> [EXERCISE] Please filter the entries for the word "lane" and copy every line that has it.

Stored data
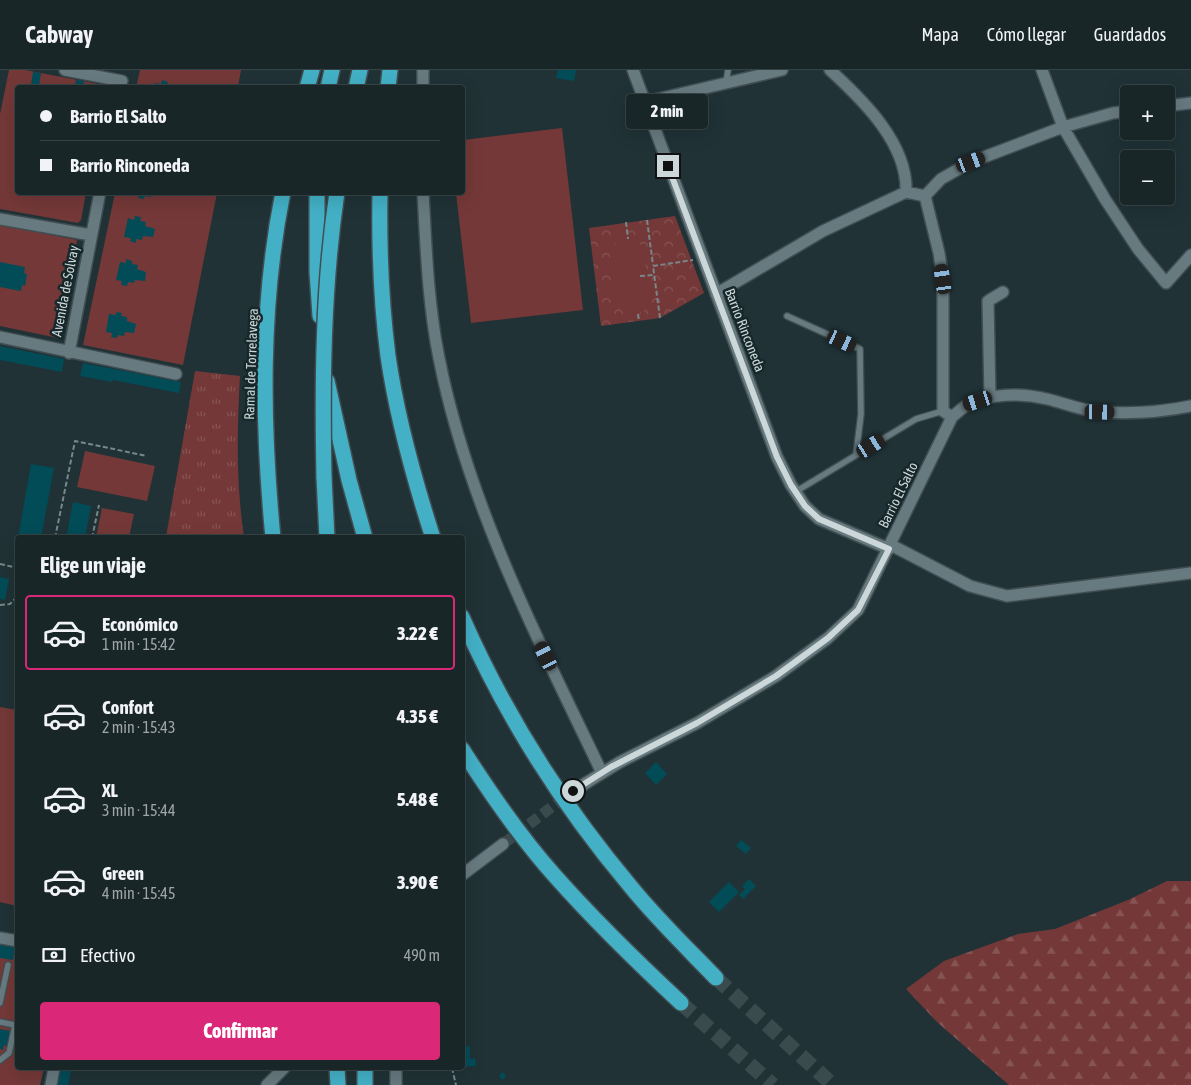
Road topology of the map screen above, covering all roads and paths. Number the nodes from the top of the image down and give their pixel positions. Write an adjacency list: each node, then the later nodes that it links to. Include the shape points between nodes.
1 (65, 70): 12 (street)
2 (312, 70): 14 (highway)
3 (332, 70): 15 (highway)
4 (360, 70): 16 (highway)
5 (390, 70): 17 (highway)
6 (423, 70): 18 (street)
7 (633, 70): 19 (street, Barrio Rinconeda)
8 (728, 70): 13 (lane)
9 (782, 70): 13 (street)
10 (830, 70): 24 (street, via 880,122 895,147 907,181)
11 (1042, 70): 23 (street)
12 (122, 80)
13 (726, 84): 19 (street)
14 (308, 85)
15 (329, 85)
16 (357, 85)
17 (388, 85)
18 (423, 85)
19 (645, 102): 38 (street, Barrio Rinconeda)
20 (1191, 104): 21 (street)
21 (1175, 105)
22 (1120, 112): 23 (street)
23 (1064, 127): 31 (street, via 971,162 941,179); 37 (street, via 1138,250 1166,282)
24 (906, 192): 31 (street); 43 (street, via 823,232)
25 (99, 195): 35 (street, Avenida de Solvay)
26 (283, 195): 60 (highway, Ramal de Torrelavega, via 271,283 265,368 265,436)
27 (317, 195): 62 (highway, via 318,272 325,363 337,430)
28 (337, 195): 61 (highway, bridge, via 324,329)
29 (380, 195): 63 (highway, via 388,358 406,444)
30 (423, 195): 73 (street, via 434,330 457,432 489,525 522,606)
31 (925, 196): 53 (street, via 940,253 943,279)
32 (0, 219): 35 (street, Avenida de Solvay)
33 (647, 220): 39 (path)
34 (626, 222): 36 (path)
35 (91, 235): 49 (street, Avenida de Solvay)
36 (628, 239)
37 (1191, 255)
38 (702, 258): 39 (path); 43 (street, Barrio Rinconeda)
39 (653, 266): 40 (path)
40 (654, 275): 41 (path); 46 (path)
41 (640, 276)
42 (1003, 292): 51 (street, via 988,301)
43 (716, 294): 56 (street, Barrio Rinconeda, via 777,457)
44 (638, 314): 47 (path)
45 (788, 316): 54 (lane, via 860,350 861,414)
46 (660, 318)
47 (639, 321)
48 (0, 337): 49 (street, Avenida de Solvay)
49 (69, 353): 50 (street, Avenida de Solvay)
50 (176, 374)
51 (990, 398): 52 (street, via 1013,395 1045,398 1100,412); 53 (street)
52 (1191, 406)
53 (947, 414): 54 (lane, via 916,419); 64 (street, Barrio El Salto)
54 (856, 455): 56 (lane)
55 (147, 456): 58 (path, via 75,442)
56 (795, 492): 64 (street, Barrio Rinconeda, via 819,519)
57 (99, 505): 59 (path)
58 (57, 535)
59 (93, 535)
60 (273, 535)
61 (327, 535)
62 (364, 535)
63 (432, 535)
64 (890, 547): 67 (street, Barrio Rinconeda, via 970,586 1007,596); 73 (street, Barrio El Salto, via 858,610 828,638 776,676 697,723)
65 (0, 564): 66 (path)
66 (15, 567)
67 (1191, 573)
68 (15, 599): 69 (path)
69 (13, 602): 70 (path)
70 (0, 606)
71 (465, 623): 80 (highway, via 526,743 572,812 631,887)
72 (465, 753): 82 (highway, via 553,874)
73 (602, 773): 74 (street, Barrio El Salto)
74 (573, 791)
75 (503, 844): 76 (street)
76 (465, 873)
77 (0, 938): 78 (street)
78 (15, 941)
79 (8, 965): 81 (lane)
80 (716, 978)
81 (0, 1003)
82 (681, 1003)
83 (0, 1022): 84 (lane, via 15,1025 9,1053)
84 (0, 1060)
85 (54, 1070): 91 (street)
86 (282, 1070): 92 (street)
87 (337, 1070): 93 (highway)
88 (365, 1070): 94 (highway)
89 (396, 1070): 95 (street)
90 (452, 1070): 96 (path)
91 (51, 1085)
92 (267, 1085)
93 (338, 1085)
94 (365, 1085)
95 (396, 1085)
96 (456, 1085)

> [RESULT FOR THIS EXERCISE]
8 (728, 70): 13 (lane)
45 (788, 316): 54 (lane, via 860,350 861,414)
53 (947, 414): 54 (lane, via 916,419); 64 (street, Barrio El Salto)
54 (856, 455): 56 (lane)
79 (8, 965): 81 (lane)
83 (0, 1022): 84 (lane, via 15,1025 9,1053)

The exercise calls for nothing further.